- Task instructions:
Your task is to return all of the entries below exactly, leaving out each picture.

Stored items
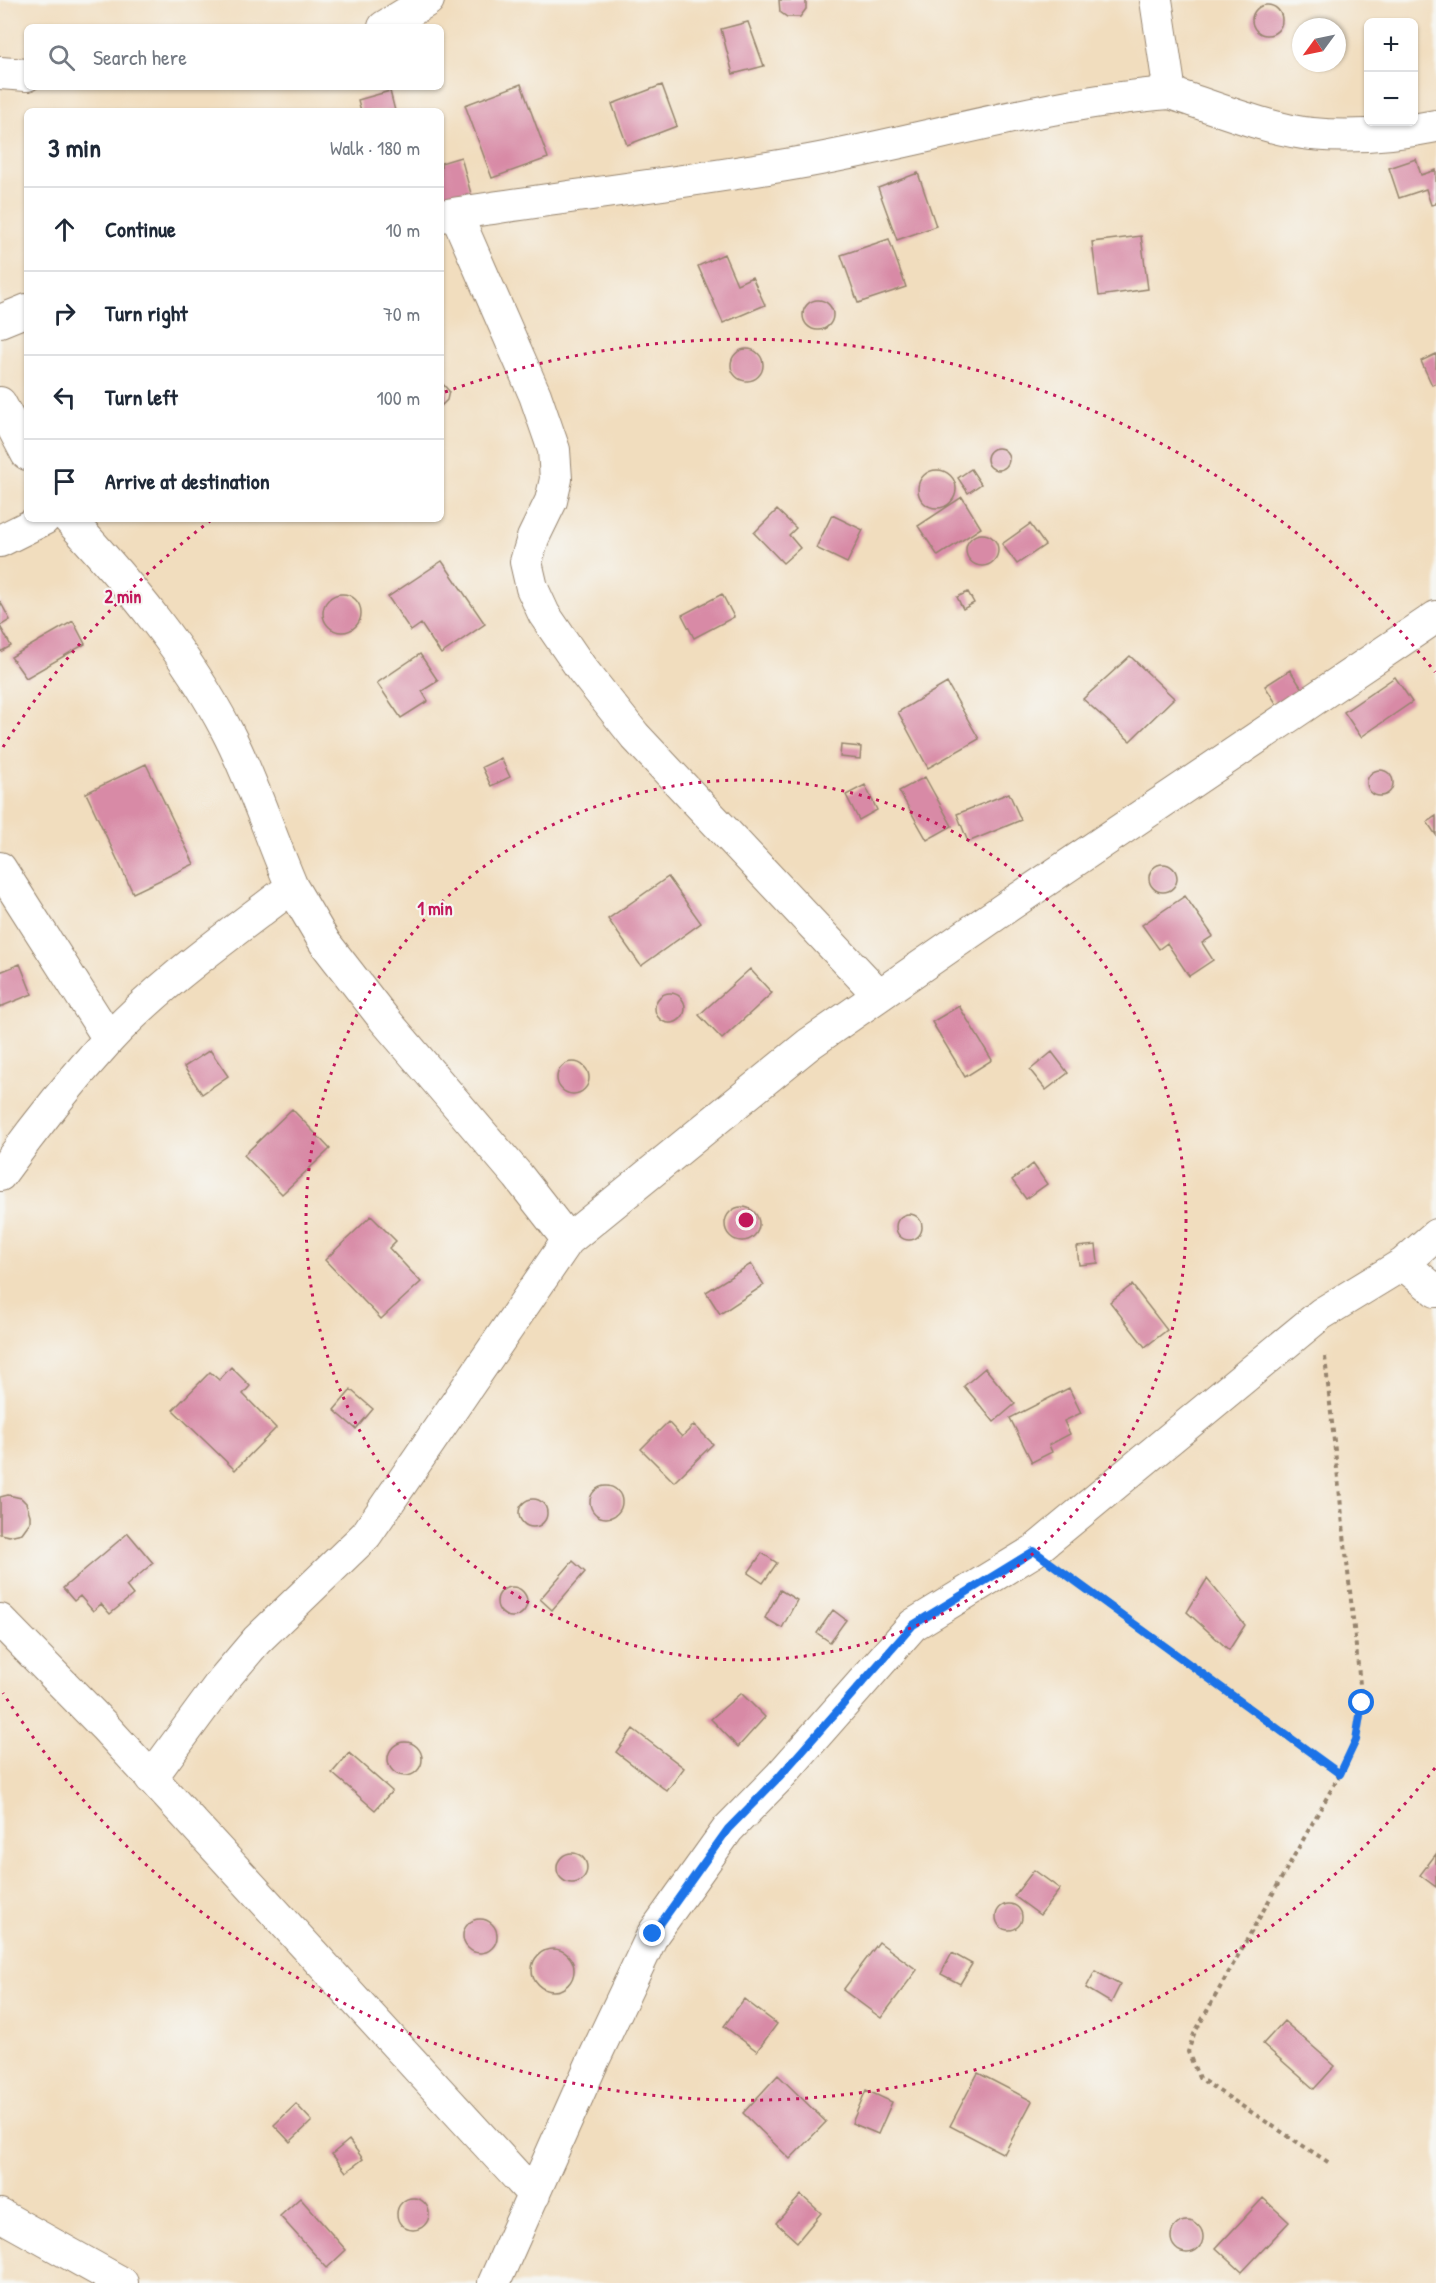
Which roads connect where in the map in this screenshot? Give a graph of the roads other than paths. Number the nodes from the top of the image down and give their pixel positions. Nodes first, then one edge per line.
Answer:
1 (428, 0) edge
2 (1156, 0) edge
3 (389, 24) edge
4 (0, 73) edge
5 (24, 75) edge
6 (1170, 93) junction
7 (1436, 126) edge
8 (449, 215) edge
9 (24, 311) edge
10 (0, 321) edge
11 (0, 403) edge
12 (24, 448) edge
13 (38, 522) edge
14 (72, 522) edge
15 (0, 541) edge
16 (1436, 617) edge
17 (0, 868) edge
18 (292, 887) junction
19 (879, 995) junction
20 (110, 1039) junction
21 (0, 1175) edge
22 (1436, 1235) edge
23 (568, 1240) junction
24 (1403, 1264) junction
25 (1436, 1291) edge
26 (0, 1620) edge
27 (151, 1778) junction
28 (534, 2195) junction
29 (0, 2215) edge
30 (122, 2283) edge
31 (494, 2283) edge

1 - 3 street
2 - 6 street
4 - 5 street
6 - 7 street
6 - 8 street
8 - 19 street
9 - 10 street
11 - 12 street
13 - 15 street
14 - 18 street
16 - 19 street
17 - 20 street
18 - 20 street
18 - 23 street
19 - 23 street
20 - 21 street
22 - 24 street
23 - 27 street
24 - 25 street
24 - 28 street
26 - 27 street
27 - 28 street
28 - 31 street
29 - 30 street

- Task answer:
Which roads connect where in the map in this screenshot? Give a graph of the roads other than paths. Number the nodes from the top of the image down and give their pixel positions. Nodes first, then one edge per line.
Answer:
1 (428, 0) edge
2 (1156, 0) edge
3 (389, 24) edge
4 (0, 73) edge
5 (24, 75) edge
6 (1170, 93) junction
7 (1436, 126) edge
8 (449, 215) edge
9 (24, 311) edge
10 (0, 321) edge
11 (0, 403) edge
12 (24, 448) edge
13 (38, 522) edge
14 (72, 522) edge
15 (0, 541) edge
16 (1436, 617) edge
17 (0, 868) edge
18 (292, 887) junction
19 (879, 995) junction
20 (110, 1039) junction
21 (0, 1175) edge
22 (1436, 1235) edge
23 (568, 1240) junction
24 (1403, 1264) junction
25 (1436, 1291) edge
26 (0, 1620) edge
27 (151, 1778) junction
28 (534, 2195) junction
29 (0, 2215) edge
30 (122, 2283) edge
31 (494, 2283) edge

1 - 3 street
2 - 6 street
4 - 5 street
6 - 7 street
6 - 8 street
8 - 19 street
9 - 10 street
11 - 12 street
13 - 15 street
14 - 18 street
16 - 19 street
17 - 20 street
18 - 20 street
18 - 23 street
19 - 23 street
20 - 21 street
22 - 24 street
23 - 27 street
24 - 25 street
24 - 28 street
26 - 27 street
27 - 28 street
28 - 31 street
29 - 30 street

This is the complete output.